Task statement =
Below are records. Return each one exactly as written.

Entries shown =
○ ○ ○ ○ ○ ○ ○
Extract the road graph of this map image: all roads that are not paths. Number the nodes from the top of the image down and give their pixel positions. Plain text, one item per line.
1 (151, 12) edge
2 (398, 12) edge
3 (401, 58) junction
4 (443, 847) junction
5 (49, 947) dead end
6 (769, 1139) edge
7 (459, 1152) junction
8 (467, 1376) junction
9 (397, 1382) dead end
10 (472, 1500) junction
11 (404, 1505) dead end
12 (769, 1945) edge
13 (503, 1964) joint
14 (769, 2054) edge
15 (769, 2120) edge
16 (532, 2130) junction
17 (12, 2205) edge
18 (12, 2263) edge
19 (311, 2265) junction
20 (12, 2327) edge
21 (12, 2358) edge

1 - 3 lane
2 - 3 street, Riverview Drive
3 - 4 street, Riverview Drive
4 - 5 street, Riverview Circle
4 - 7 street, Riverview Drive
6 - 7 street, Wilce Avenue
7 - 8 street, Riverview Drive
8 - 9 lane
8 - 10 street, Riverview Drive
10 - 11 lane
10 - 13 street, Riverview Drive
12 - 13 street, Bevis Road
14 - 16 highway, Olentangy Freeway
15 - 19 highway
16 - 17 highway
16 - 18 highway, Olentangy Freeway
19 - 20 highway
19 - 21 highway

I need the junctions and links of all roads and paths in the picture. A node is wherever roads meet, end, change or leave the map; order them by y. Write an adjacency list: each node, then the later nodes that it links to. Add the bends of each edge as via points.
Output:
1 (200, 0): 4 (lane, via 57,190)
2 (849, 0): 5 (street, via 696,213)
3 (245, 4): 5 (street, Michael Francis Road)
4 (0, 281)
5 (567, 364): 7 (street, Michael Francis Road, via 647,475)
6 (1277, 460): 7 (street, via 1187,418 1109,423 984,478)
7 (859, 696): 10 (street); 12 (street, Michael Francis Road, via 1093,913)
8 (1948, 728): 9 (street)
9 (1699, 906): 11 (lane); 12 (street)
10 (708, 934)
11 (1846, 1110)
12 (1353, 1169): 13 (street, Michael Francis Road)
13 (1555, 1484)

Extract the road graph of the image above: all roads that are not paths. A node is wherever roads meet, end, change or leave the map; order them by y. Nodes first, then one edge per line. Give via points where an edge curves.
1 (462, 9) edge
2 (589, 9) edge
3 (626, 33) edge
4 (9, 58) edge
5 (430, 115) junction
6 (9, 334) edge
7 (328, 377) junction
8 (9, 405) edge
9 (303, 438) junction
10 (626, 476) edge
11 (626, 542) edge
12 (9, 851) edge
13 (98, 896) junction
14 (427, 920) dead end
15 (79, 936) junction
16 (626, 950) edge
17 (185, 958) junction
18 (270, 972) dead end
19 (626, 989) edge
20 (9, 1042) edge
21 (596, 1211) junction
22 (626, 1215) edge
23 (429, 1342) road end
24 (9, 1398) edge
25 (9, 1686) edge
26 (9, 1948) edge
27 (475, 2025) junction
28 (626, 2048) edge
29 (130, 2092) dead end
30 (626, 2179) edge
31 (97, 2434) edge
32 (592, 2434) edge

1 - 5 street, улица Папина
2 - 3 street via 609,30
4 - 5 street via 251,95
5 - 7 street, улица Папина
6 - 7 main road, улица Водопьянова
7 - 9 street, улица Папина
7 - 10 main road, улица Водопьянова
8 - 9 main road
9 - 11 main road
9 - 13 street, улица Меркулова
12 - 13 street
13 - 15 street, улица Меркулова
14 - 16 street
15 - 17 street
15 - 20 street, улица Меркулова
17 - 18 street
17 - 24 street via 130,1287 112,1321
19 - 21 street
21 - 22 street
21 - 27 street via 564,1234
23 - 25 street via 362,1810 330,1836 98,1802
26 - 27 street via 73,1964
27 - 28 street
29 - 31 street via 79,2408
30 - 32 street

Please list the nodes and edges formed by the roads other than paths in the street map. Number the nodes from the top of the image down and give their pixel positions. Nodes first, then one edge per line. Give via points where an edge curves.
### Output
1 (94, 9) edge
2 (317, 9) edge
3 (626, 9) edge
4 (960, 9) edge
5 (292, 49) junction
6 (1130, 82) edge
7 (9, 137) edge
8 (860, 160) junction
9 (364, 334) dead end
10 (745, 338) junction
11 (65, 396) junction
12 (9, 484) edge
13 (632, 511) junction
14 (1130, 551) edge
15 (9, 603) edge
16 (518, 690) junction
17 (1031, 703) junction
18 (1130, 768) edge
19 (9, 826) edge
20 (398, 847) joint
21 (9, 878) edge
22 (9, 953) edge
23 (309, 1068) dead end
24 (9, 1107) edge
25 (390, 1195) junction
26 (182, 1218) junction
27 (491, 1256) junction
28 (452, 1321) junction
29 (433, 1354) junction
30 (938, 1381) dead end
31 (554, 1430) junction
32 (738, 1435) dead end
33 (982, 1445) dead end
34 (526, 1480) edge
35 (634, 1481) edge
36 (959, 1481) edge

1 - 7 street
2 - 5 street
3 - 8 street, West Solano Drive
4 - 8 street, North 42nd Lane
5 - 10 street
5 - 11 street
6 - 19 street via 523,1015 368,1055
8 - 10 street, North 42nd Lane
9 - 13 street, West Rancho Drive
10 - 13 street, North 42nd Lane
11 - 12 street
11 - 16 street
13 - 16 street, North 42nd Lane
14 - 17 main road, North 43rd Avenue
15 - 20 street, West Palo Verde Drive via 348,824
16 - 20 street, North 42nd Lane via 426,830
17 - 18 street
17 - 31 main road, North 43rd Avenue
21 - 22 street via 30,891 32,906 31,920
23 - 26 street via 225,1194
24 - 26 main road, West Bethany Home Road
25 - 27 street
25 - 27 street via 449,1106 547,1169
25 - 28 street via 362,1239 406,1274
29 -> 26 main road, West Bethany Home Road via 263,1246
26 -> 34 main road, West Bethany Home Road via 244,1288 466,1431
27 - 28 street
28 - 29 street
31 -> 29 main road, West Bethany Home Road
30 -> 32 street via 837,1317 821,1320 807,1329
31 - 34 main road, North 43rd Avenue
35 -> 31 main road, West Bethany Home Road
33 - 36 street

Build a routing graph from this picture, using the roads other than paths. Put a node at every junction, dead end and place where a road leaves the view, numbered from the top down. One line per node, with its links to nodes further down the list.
○ ○ ○ ○ ○ ○ ○
Result =
Extract the road graph of this map image: all roads that are not paths. Number the nodes from the top of the image down and give their pixel positions. Plain text, one item per line.
1 (151, 12) edge
2 (398, 12) edge
3 (401, 58) junction
4 (443, 847) junction
5 (49, 947) dead end
6 (769, 1139) edge
7 (459, 1152) junction
8 (467, 1376) junction
9 (397, 1382) dead end
10 (472, 1500) junction
11 (404, 1505) dead end
12 (769, 1945) edge
13 (503, 1964) joint
14 (769, 2054) edge
15 (769, 2120) edge
16 (532, 2130) junction
17 (12, 2205) edge
18 (12, 2263) edge
19 (311, 2265) junction
20 (12, 2327) edge
21 (12, 2358) edge

1 - 3 lane
2 - 3 street, Riverview Drive
3 - 4 street, Riverview Drive
4 - 5 street, Riverview Circle
4 - 7 street, Riverview Drive
6 - 7 street, Wilce Avenue
7 - 8 street, Riverview Drive
8 - 9 lane
8 - 10 street, Riverview Drive
10 - 11 lane
10 - 13 street, Riverview Drive
12 - 13 street, Bevis Road
14 - 16 highway, Olentangy Freeway
15 - 19 highway
16 - 17 highway
16 - 18 highway, Olentangy Freeway
19 - 20 highway
19 - 21 highway

I need the junctions and links of all roads and paths in the picture. A node is wherever roads meet, end, change or leave the map; order them by y. Write an adjacency list: each node, then the later nodes that it links to. Add the bends of each edge as via points.
Output:
1 (200, 0): 4 (lane, via 57,190)
2 (849, 0): 5 (street, via 696,213)
3 (245, 4): 5 (street, Michael Francis Road)
4 (0, 281)
5 (567, 364): 7 (street, Michael Francis Road, via 647,475)
6 (1277, 460): 7 (street, via 1187,418 1109,423 984,478)
7 (859, 696): 10 (street); 12 (street, Michael Francis Road, via 1093,913)
8 (1948, 728): 9 (street)
9 (1699, 906): 11 (lane); 12 (street)
10 (708, 934)
11 (1846, 1110)
12 (1353, 1169): 13 (street, Michael Francis Road)
13 (1555, 1484)

Extract the road graph of the image above: all roads that are not paths. A node is wherever roads meet, end, change or leave the map; order them by y. Nodes first, then one edge per line. Give via points where an edge curves.
1 (462, 9) edge
2 (589, 9) edge
3 (626, 33) edge
4 (9, 58) edge
5 (430, 115) junction
6 (9, 334) edge
7 (328, 377) junction
8 (9, 405) edge
9 (303, 438) junction
10 (626, 476) edge
11 (626, 542) edge
12 (9, 851) edge
13 (98, 896) junction
14 (427, 920) dead end
15 (79, 936) junction
16 (626, 950) edge
17 (185, 958) junction
18 (270, 972) dead end
19 (626, 989) edge
20 (9, 1042) edge
21 (596, 1211) junction
22 (626, 1215) edge
23 (429, 1342) road end
24 (9, 1398) edge
25 (9, 1686) edge
26 (9, 1948) edge
27 (475, 2025) junction
28 (626, 2048) edge
29 (130, 2092) dead end
30 (626, 2179) edge
31 (97, 2434) edge
32 (592, 2434) edge

1 - 5 street, улица Папина
2 - 3 street via 609,30
4 - 5 street via 251,95
5 - 7 street, улица Папина
6 - 7 main road, улица Водопьянова
7 - 9 street, улица Папина
7 - 10 main road, улица Водопьянова
8 - 9 main road
9 - 11 main road
9 - 13 street, улица Меркулова
12 - 13 street
13 - 15 street, улица Меркулова
14 - 16 street
15 - 17 street
15 - 20 street, улица Меркулова
17 - 18 street
17 - 24 street via 130,1287 112,1321
19 - 21 street
21 - 22 street
21 - 27 street via 564,1234
23 - 25 street via 362,1810 330,1836 98,1802
26 - 27 street via 73,1964
27 - 28 street
29 - 31 street via 79,2408
30 - 32 street

Please list the nodes and edges formed by the roads other than paths in the street map. Number the nodes from the top of the image down and give their pixel positions. Nodes first, then one edge per line. Give via points where an edge curves.
### Output
1 (94, 9) edge
2 (317, 9) edge
3 (626, 9) edge
4 (960, 9) edge
5 (292, 49) junction
6 (1130, 82) edge
7 (9, 137) edge
8 (860, 160) junction
9 (364, 334) dead end
10 (745, 338) junction
11 (65, 396) junction
12 (9, 484) edge
13 (632, 511) junction
14 (1130, 551) edge
15 (9, 603) edge
16 (518, 690) junction
17 (1031, 703) junction
18 (1130, 768) edge
19 (9, 826) edge
20 (398, 847) joint
21 (9, 878) edge
22 (9, 953) edge
23 (309, 1068) dead end
24 (9, 1107) edge
25 (390, 1195) junction
26 (182, 1218) junction
27 (491, 1256) junction
28 (452, 1321) junction
29 (433, 1354) junction
30 (938, 1381) dead end
31 (554, 1430) junction
32 (738, 1435) dead end
33 (982, 1445) dead end
34 (526, 1480) edge
35 (634, 1481) edge
36 (959, 1481) edge

1 - 7 street
2 - 5 street
3 - 8 street, West Solano Drive
4 - 8 street, North 42nd Lane
5 - 10 street
5 - 11 street
6 - 19 street via 523,1015 368,1055
8 - 10 street, North 42nd Lane
9 - 13 street, West Rancho Drive
10 - 13 street, North 42nd Lane
11 - 12 street
11 - 16 street
13 - 16 street, North 42nd Lane
14 - 17 main road, North 43rd Avenue
15 - 20 street, West Palo Verde Drive via 348,824
16 - 20 street, North 42nd Lane via 426,830
17 - 18 street
17 - 31 main road, North 43rd Avenue
21 - 22 street via 30,891 32,906 31,920
23 - 26 street via 225,1194
24 - 26 main road, West Bethany Home Road
25 - 27 street
25 - 27 street via 449,1106 547,1169
25 - 28 street via 362,1239 406,1274
29 -> 26 main road, West Bethany Home Road via 263,1246
26 -> 34 main road, West Bethany Home Road via 244,1288 466,1431
27 - 28 street
28 - 29 street
31 -> 29 main road, West Bethany Home Road
30 -> 32 street via 837,1317 821,1320 807,1329
31 - 34 main road, North 43rd Avenue
35 -> 31 main road, West Bethany Home Road
33 - 36 street

Build a routing graph from this picture, using the roads other than paths. Put a node at every junction, dead end and place where a road leaves the view, numbered from the top down. One line per node, with its links to nodes further down the list.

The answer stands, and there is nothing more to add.